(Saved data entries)
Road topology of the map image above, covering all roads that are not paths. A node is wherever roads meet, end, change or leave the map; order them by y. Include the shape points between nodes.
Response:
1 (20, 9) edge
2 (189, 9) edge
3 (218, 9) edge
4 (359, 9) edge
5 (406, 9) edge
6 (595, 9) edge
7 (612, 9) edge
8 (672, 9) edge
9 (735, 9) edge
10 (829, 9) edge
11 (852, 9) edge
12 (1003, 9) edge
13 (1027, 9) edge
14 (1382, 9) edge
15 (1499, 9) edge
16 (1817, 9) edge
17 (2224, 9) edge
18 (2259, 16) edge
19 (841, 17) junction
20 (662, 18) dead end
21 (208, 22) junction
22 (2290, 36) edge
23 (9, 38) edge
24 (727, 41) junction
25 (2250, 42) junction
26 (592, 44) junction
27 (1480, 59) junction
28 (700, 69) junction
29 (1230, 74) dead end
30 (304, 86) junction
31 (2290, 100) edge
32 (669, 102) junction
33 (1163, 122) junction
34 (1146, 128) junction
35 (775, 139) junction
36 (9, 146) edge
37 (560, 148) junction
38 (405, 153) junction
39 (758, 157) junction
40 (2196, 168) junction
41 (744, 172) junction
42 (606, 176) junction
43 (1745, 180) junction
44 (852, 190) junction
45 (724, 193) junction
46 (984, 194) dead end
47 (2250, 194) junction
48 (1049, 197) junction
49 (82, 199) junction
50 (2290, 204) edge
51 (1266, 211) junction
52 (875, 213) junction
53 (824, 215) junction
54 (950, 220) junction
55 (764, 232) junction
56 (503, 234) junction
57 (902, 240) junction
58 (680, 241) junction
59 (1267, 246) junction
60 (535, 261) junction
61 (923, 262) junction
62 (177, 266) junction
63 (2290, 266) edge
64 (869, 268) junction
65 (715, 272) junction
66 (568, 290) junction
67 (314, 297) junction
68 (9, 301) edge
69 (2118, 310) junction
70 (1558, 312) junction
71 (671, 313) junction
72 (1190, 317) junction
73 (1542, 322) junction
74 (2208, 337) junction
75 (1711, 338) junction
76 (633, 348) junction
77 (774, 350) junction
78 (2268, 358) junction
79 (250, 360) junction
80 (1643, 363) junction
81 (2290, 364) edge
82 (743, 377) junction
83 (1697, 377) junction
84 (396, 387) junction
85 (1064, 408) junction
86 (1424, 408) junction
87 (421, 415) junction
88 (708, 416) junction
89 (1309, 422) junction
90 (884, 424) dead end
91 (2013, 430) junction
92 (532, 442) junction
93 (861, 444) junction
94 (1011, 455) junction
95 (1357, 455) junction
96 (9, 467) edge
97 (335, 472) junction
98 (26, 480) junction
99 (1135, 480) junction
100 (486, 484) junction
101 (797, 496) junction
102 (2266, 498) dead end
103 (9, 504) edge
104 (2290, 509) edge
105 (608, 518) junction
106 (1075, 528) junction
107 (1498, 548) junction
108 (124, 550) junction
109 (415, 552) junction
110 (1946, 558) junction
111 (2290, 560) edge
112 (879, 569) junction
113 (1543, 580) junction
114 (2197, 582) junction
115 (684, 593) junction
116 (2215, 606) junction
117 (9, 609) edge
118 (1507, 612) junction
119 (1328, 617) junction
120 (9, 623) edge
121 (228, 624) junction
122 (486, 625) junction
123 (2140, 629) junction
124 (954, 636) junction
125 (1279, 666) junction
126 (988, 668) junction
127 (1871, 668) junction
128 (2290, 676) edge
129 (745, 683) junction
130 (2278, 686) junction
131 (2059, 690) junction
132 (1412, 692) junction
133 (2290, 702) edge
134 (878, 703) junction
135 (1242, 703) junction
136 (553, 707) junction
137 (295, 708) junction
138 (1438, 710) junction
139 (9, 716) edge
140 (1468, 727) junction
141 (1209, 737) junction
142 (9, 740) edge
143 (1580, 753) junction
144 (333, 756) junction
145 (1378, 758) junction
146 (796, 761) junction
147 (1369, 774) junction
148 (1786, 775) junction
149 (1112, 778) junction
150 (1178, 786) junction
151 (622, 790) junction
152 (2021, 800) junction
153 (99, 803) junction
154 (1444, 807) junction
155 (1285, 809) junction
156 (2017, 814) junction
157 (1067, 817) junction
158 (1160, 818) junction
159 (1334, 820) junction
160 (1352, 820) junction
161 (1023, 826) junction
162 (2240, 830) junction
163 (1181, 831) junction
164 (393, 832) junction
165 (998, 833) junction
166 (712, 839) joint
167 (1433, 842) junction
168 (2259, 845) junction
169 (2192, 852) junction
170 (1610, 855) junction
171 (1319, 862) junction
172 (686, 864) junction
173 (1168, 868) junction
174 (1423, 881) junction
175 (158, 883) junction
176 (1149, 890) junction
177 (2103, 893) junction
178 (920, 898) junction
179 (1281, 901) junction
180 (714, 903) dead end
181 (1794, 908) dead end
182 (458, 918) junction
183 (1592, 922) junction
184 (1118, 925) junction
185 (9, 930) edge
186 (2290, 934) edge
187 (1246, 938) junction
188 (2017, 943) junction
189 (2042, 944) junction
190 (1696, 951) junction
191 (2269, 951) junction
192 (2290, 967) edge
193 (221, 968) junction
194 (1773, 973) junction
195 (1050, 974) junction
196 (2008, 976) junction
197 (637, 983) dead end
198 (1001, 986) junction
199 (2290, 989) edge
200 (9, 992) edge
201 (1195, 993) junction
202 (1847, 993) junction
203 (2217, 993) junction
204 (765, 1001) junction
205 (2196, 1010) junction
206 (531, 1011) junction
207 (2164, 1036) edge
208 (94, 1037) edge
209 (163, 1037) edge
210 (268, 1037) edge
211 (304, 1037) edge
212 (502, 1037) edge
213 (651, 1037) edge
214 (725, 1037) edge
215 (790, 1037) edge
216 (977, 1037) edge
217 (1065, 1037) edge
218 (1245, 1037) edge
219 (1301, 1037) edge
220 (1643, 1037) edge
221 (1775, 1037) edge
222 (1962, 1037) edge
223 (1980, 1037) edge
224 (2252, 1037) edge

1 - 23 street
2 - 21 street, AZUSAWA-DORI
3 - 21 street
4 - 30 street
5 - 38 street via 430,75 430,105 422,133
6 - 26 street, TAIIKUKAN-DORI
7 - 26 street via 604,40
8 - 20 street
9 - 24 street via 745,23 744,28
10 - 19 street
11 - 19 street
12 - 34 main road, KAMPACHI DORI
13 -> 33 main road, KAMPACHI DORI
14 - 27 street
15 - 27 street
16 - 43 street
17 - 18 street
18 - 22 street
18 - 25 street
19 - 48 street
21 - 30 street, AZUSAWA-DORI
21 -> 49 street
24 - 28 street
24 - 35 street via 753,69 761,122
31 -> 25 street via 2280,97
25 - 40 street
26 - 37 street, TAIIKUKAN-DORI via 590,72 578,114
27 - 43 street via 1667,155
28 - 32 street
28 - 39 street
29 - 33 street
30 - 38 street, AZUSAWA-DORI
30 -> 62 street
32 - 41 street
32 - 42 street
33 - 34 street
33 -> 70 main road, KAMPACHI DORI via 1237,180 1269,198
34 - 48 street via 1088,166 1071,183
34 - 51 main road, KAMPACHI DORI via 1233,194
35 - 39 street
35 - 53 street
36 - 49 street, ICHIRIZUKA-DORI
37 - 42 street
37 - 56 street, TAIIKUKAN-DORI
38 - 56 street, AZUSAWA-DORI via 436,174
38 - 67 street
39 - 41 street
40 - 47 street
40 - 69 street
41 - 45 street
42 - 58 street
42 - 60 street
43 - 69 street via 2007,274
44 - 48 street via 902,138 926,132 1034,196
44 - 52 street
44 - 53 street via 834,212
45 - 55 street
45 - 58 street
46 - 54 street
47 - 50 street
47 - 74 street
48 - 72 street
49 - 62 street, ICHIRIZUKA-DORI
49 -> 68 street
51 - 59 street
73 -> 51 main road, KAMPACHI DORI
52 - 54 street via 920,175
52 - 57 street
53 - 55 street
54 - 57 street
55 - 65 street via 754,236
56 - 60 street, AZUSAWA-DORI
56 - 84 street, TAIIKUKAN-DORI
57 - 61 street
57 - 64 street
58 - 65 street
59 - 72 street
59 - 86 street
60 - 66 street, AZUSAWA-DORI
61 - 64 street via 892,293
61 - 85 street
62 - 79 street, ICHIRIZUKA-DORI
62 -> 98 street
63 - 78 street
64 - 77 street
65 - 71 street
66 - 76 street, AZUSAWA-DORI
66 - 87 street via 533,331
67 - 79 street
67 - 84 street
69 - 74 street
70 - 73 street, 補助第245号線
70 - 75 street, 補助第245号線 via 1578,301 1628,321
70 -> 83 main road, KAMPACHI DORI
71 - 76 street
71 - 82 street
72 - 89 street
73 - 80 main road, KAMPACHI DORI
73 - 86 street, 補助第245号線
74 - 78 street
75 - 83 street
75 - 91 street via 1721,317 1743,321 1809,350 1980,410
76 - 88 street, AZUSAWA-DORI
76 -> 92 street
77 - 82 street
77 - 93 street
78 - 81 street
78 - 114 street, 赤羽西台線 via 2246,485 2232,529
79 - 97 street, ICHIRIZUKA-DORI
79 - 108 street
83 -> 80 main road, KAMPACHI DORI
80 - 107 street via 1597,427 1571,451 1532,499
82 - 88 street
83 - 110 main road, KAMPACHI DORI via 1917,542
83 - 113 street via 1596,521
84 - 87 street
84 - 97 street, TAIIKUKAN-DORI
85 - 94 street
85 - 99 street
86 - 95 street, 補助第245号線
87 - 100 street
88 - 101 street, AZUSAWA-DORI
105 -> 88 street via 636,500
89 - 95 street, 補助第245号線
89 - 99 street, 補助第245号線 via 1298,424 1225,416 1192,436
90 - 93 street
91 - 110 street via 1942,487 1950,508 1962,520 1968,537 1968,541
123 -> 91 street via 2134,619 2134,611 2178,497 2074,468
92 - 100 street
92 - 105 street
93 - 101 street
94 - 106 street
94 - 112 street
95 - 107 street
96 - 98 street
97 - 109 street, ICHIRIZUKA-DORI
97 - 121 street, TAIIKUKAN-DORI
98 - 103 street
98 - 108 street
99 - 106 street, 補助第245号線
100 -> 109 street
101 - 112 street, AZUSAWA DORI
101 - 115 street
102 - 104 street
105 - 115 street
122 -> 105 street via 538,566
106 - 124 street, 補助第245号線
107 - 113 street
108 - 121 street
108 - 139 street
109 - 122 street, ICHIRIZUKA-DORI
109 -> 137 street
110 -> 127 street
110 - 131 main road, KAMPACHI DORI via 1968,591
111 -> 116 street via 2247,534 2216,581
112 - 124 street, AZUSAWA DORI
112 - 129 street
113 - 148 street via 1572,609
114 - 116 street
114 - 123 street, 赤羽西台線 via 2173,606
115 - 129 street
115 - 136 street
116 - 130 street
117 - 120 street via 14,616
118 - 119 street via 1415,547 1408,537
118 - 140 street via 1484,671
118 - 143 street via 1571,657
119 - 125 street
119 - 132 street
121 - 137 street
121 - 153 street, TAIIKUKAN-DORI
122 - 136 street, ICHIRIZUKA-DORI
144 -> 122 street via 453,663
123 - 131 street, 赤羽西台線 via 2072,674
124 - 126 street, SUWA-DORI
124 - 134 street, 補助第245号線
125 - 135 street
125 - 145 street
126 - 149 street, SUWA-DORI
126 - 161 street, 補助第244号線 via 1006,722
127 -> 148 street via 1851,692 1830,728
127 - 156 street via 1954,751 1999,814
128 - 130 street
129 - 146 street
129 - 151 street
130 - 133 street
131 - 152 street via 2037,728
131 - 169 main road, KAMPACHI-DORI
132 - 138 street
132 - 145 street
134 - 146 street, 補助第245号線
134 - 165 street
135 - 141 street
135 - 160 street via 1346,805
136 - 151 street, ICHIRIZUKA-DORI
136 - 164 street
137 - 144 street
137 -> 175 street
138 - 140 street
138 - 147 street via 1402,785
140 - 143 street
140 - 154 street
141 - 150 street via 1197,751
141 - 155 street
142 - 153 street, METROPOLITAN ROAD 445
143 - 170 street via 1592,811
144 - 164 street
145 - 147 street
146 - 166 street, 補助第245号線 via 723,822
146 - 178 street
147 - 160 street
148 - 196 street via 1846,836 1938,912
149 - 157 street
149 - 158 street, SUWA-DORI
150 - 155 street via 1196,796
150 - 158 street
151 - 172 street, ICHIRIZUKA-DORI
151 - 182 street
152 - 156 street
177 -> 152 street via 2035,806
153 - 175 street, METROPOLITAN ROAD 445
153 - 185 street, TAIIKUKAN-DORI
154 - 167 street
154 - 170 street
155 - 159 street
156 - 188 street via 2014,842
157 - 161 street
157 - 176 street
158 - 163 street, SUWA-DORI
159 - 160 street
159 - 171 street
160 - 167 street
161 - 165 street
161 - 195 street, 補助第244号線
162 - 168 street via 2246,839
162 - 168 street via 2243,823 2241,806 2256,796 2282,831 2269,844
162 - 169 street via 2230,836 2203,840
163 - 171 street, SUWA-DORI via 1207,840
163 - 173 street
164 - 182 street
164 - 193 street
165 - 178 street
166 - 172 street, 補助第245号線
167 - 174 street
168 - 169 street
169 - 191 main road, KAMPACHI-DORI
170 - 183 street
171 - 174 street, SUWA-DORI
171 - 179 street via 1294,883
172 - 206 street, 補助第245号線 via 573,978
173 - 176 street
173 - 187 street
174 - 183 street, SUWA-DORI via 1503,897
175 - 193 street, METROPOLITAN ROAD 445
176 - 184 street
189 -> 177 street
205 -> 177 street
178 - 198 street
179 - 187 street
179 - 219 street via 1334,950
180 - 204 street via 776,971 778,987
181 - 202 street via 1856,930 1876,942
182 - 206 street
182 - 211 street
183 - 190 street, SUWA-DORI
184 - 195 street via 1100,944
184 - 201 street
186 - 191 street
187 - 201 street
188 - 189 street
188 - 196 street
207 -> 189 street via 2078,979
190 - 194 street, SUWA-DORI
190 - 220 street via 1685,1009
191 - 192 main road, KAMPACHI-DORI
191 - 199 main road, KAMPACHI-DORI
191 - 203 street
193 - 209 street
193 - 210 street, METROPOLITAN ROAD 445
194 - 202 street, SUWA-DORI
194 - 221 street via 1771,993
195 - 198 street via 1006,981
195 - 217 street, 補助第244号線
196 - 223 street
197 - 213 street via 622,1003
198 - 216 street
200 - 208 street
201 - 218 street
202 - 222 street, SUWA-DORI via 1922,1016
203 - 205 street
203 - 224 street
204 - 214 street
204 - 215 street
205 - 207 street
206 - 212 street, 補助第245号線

**WORK INSTRUCTIONS:** Set apart and copy each line of the records that holds the word "赤羽西台線".

**ANSWER BOX:**
78 - 114 street, 赤羽西台線 via 2246,485 2232,529
114 - 123 street, 赤羽西台線 via 2173,606
123 - 131 street, 赤羽西台線 via 2072,674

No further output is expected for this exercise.